今井宗久は、永正17年(1520)に生まれます。大和国今井村に生まれたとされ、大和国で商売の経験を積んだ後は、会合衆が結成されるなどして栄えていた堺にて、商売を続けました。時代の流れを上手く読んだ宗久は、のちに信長や秀吉の茶頭として活躍することになるのです。

今井宗久像(土佐光吉画か)

今井宗久の足跡と主な出来事

今井宗久は、永正17年(1520)に生まれ、文禄2年(1593)に没しました。その生涯を、出来事とともに紐解いていきましょう。

堺に拠点を移す

今井宗久の出自について、詳しい史料は残されていませんが、大和国今井村の出身であると考えられています。青年時代は、大和国本願寺の寺内町にて商売をしていたとされ、その後、立身出世を志し、南蛮貿易で活気づいていた堺に拠点を移しました。

堺にて商売を始めた宗久は、商人としての教養を身に着けるべく、茶の湯の勉強も始めます。この時に、宗久の師を務めたのが、堺の豪商・武野紹鷗(たけの・じょうおう)でした。同門には、津田宗及や千利休らがおり、この二人と宗久は、のちに「天下の三宗匠」と称され、茶人として広く知られることになります。

特に、宗久は紹鷗から気に入られ、娘婿にもなっています。その後、薬種業を始め、これからは鉄砲が重宝されるようになると予測しました。天文17年(1548)、火薬の原料を独占的に買い占めたのち、河内鋳物師を集めて本格的に鉄砲の生産に取りかかります。

宗久が生産する鉄砲は非常に高性能で、戦国武将たちの注目を集めたそうです。また、茶会を通して戦国大名や豪商たちとの人脈を作り、ついに堺の会合衆(えごうしゅう、経済的先進都市で形成された自治組織)の仲間入りを果たしたのです。

秀吉の時代に描かれた大坂図屏風 
右上隅に描かれているのが、堺の町。

信長から重宝される

弘治元年(1555)、紹鷗が急逝したことで、宗久はまだ幼い紹鷗の息子・宗瓦(そうが)の後見人を務めることになりました。同時期に、天下統一を夢見る信長が上洛。宗久は、紹鷗伝来の茶器を献上するなど、積極的に信長に取り入りました。宗久は、信長が出世することを見抜いていたのかもしれません。

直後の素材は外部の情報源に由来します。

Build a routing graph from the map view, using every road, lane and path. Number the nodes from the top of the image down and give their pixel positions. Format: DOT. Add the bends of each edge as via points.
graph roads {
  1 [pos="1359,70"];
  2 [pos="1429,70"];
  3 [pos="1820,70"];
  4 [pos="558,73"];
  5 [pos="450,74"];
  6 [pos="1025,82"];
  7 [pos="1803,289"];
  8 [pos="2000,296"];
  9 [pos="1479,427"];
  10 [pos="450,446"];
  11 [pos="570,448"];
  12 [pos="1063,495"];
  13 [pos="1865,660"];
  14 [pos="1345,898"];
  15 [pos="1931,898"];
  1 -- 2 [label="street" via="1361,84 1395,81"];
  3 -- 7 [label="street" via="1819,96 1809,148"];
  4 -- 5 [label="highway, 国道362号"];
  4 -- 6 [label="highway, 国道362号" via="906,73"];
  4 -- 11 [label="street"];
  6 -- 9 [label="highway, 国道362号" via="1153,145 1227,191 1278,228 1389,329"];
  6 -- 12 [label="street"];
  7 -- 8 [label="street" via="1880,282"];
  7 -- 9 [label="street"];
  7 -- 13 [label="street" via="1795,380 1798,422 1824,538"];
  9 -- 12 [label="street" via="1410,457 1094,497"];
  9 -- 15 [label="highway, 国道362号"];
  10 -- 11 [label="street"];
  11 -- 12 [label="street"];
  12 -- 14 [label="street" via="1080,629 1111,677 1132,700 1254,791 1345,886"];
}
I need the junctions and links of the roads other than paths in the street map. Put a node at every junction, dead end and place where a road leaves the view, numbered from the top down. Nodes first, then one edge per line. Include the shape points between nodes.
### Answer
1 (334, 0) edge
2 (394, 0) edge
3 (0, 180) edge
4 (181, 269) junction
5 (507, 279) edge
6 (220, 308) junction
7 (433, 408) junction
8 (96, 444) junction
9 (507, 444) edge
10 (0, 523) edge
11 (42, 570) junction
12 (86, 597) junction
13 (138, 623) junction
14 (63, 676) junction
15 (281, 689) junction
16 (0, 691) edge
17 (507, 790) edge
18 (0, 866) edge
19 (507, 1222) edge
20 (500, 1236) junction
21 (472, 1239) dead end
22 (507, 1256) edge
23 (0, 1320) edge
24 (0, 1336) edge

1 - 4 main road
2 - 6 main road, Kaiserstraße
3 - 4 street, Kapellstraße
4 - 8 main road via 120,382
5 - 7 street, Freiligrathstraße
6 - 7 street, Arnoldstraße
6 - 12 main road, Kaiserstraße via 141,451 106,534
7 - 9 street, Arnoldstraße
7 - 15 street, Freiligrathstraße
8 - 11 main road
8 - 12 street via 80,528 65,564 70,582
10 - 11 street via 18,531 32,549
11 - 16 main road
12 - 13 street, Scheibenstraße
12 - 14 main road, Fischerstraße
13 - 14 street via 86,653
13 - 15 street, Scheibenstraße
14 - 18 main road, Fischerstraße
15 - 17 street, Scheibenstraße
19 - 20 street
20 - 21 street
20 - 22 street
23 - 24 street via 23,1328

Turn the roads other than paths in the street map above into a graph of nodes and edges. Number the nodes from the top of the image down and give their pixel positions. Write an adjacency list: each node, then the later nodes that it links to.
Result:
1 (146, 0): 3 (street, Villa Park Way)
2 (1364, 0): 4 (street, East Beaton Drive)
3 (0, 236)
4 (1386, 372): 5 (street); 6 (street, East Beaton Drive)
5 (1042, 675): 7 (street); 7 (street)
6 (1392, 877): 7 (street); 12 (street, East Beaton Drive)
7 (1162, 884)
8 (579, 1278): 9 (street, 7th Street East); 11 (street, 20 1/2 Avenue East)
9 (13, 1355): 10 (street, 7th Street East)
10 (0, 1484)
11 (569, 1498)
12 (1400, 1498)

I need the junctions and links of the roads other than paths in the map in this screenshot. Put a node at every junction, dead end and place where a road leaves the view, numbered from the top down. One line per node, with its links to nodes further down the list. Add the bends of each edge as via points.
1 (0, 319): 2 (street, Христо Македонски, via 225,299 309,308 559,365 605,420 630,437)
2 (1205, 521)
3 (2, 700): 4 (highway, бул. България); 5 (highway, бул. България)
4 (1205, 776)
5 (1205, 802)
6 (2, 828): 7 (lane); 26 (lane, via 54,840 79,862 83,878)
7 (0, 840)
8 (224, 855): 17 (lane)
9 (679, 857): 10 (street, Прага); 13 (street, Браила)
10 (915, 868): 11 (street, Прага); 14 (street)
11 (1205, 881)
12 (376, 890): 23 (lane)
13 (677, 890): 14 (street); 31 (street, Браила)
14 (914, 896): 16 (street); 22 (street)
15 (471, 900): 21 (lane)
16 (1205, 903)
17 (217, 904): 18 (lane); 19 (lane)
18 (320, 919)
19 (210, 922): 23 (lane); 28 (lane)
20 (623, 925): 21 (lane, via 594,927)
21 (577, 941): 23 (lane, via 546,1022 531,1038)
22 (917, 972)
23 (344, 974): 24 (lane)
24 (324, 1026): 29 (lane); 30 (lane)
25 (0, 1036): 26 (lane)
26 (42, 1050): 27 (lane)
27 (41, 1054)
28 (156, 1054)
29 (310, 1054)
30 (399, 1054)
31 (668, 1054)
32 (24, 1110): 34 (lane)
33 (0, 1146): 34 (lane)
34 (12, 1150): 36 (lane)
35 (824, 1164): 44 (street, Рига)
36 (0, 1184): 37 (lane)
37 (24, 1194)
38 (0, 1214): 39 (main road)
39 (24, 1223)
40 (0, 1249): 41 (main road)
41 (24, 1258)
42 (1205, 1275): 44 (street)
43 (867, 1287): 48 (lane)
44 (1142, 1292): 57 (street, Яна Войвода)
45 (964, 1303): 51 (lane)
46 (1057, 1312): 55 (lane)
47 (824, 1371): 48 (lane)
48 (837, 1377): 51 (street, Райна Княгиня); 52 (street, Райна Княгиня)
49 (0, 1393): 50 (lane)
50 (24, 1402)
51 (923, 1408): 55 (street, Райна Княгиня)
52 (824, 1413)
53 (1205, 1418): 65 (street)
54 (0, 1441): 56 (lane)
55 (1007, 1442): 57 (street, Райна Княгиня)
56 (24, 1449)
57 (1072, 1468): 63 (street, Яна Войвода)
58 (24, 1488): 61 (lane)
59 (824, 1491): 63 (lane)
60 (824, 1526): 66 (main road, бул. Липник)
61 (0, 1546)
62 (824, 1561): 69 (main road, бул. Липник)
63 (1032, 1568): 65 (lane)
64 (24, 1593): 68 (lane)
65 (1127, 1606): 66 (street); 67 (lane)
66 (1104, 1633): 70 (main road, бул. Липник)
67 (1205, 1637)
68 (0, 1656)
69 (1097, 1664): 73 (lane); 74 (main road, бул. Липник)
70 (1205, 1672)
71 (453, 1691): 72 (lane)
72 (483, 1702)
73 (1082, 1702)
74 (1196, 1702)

その後、信長は堺の豪商たちに矢銭(やせん)2万貫を要求。矢銭とは、今で言う税金のようなもので、戦費を調達するために課されました。これには、今まで特権を与えられてきた会合衆たちが大反発。信長も要求を取り下げることはなく、一触即発の空気が漂うことに。

これを仲介したのが、宗久でした。宗久は、反発する会合衆たちを必死に説得し、信長の要求を承諾させることに成功したのです。信長はこの功績を称え、宗久を五箇荘(ごかしょう、堺にあった村)の代官に任命しました。

これにより、宗久は塩合物座(しおあいものざ、塩魚や干物を扱う商人組合)の権利や、淀川通行船の関税免除などの特権を与えられ、政商として頭角を現すようになったのです。

秀吉の茶頭就任と、静かに迎えた最期

信長の庇護のもと、鉄砲の大量生産や南蛮貿易により、宗久は巨万の富を築き上げます。また、千利休や津田宗及とともに信長の茶頭を務めるなど、天下統一という信長の大きな夢を陰ながら支え続けていました。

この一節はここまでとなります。